- _YOUR OBJECTIVE_: Find the lines below that contain "paths" and tally them. Return only the total.

- _SOURCE MATERIAL_:
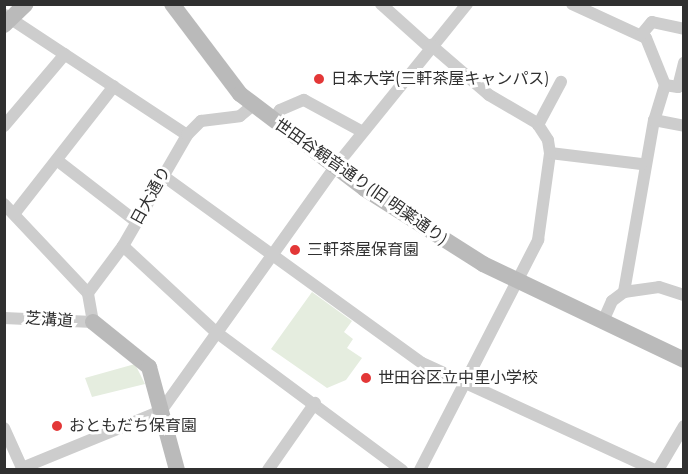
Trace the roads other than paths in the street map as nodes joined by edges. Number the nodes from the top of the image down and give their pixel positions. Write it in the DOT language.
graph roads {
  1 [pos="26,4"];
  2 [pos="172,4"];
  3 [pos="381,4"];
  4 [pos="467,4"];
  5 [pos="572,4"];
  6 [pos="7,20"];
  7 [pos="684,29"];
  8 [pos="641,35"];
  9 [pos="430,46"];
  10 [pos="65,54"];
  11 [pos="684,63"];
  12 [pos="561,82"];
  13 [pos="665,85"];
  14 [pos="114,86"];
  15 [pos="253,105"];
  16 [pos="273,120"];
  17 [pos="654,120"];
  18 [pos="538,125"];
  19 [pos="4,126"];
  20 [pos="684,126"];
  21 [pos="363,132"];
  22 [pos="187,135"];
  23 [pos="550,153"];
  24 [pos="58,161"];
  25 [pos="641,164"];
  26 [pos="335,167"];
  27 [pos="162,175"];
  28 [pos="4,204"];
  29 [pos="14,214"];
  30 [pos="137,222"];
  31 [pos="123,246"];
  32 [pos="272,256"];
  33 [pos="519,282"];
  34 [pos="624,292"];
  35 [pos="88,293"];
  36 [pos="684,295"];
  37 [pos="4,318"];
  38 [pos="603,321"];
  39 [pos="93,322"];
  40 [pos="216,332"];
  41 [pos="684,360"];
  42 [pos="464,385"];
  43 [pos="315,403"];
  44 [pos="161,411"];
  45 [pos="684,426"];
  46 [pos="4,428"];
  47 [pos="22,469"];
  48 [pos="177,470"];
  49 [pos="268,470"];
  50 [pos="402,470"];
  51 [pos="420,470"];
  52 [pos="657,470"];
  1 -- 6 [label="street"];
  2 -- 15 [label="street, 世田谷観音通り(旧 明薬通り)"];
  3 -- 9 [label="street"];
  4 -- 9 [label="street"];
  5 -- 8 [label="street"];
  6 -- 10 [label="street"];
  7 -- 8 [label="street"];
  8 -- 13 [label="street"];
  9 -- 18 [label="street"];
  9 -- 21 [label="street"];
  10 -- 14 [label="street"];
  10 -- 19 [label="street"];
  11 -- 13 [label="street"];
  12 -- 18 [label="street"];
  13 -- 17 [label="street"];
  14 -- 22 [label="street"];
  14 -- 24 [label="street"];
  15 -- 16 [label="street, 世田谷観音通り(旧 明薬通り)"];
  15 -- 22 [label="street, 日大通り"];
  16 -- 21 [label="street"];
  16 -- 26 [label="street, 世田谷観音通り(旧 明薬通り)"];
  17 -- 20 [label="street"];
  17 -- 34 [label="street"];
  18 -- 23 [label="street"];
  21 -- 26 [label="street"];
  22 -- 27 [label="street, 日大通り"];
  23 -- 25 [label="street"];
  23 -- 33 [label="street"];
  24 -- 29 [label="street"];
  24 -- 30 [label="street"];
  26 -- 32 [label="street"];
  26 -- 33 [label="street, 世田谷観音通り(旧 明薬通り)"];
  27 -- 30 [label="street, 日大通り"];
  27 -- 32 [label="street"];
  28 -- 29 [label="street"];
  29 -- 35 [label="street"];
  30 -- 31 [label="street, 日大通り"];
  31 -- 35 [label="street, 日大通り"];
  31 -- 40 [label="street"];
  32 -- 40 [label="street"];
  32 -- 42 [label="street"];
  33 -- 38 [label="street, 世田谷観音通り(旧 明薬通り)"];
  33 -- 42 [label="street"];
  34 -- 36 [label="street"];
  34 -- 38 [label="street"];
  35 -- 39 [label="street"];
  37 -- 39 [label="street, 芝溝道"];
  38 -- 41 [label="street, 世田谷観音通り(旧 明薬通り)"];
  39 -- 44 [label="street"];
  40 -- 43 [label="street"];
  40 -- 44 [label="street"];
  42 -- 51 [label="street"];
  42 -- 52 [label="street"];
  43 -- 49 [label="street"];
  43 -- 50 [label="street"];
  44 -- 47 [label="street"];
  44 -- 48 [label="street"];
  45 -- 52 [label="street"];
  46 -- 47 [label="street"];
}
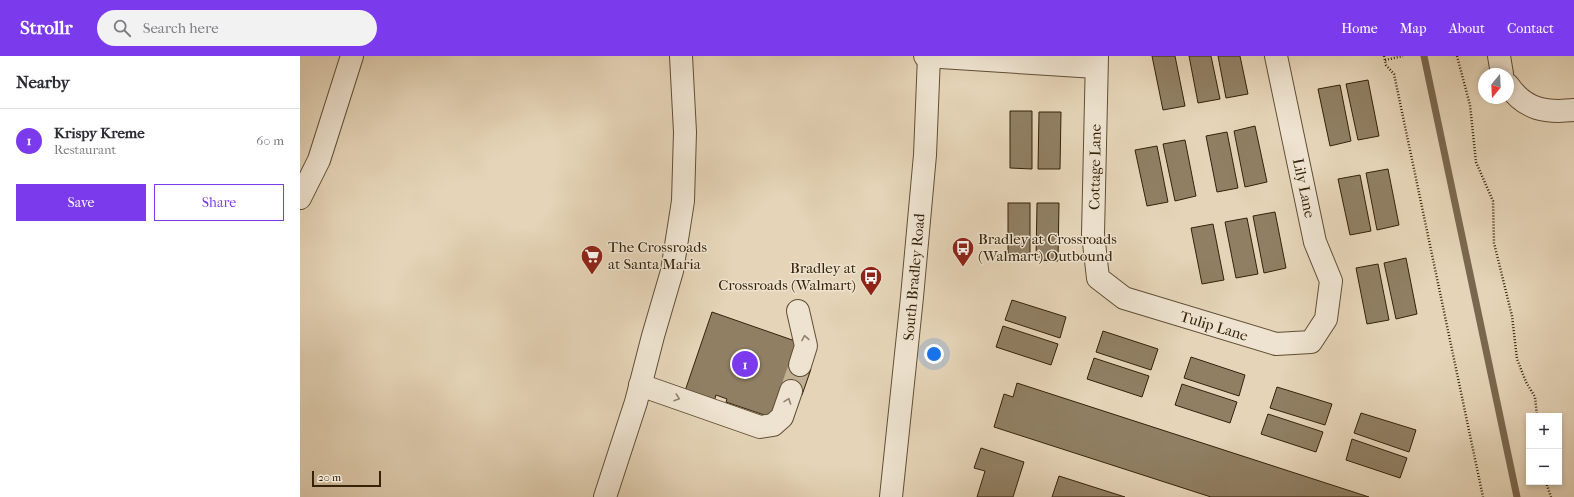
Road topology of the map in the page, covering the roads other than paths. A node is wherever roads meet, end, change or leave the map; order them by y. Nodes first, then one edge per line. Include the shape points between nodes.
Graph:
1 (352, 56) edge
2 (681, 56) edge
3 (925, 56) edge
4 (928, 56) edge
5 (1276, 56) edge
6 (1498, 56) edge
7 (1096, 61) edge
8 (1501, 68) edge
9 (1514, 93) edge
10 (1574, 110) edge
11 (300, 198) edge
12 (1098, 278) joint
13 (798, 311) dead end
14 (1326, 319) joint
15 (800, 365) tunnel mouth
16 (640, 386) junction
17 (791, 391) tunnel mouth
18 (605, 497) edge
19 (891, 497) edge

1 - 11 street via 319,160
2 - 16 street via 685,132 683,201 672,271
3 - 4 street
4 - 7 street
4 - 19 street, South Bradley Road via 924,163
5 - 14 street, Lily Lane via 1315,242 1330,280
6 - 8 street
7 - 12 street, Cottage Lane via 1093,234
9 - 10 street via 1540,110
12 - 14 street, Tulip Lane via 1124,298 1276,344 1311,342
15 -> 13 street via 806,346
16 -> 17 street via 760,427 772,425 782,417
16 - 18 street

- _ANSWER SPACE_: 2